(Beginning of MATERIAL PROVIDED)

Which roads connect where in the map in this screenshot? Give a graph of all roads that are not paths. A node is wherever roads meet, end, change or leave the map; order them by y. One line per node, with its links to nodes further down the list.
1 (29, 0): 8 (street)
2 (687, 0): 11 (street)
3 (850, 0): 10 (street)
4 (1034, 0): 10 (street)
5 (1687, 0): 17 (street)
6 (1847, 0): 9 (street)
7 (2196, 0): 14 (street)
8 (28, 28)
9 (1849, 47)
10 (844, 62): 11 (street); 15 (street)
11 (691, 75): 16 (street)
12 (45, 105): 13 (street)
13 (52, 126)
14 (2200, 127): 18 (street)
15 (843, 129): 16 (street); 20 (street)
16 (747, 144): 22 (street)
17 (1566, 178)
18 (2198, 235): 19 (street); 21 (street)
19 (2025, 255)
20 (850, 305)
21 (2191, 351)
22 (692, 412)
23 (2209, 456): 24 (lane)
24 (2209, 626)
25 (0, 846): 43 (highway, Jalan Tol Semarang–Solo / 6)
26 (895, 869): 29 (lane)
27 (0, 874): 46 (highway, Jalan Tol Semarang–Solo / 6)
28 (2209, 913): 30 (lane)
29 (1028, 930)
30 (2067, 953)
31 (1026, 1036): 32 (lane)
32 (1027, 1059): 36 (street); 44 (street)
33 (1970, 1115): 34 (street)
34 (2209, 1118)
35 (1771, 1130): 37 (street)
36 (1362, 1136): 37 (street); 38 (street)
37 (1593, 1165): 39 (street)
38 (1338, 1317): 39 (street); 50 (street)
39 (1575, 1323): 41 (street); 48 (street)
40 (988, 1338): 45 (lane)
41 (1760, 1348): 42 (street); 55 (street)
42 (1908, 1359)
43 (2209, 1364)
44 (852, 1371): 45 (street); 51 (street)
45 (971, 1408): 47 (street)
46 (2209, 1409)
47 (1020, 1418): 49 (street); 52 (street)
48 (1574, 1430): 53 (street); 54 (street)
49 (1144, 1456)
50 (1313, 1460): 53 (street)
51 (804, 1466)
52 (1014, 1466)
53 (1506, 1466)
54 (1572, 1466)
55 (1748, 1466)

(End of MATERIAL PROVIDED)

#### PROBLEM:
Copy out every line from the data above that has "Solo" in it.

#### EXERCISE SOLUTION:
25 (0, 846): 43 (highway, Jalan Tol Semarang–Solo / 6)
27 (0, 874): 46 (highway, Jalan Tol Semarang–Solo / 6)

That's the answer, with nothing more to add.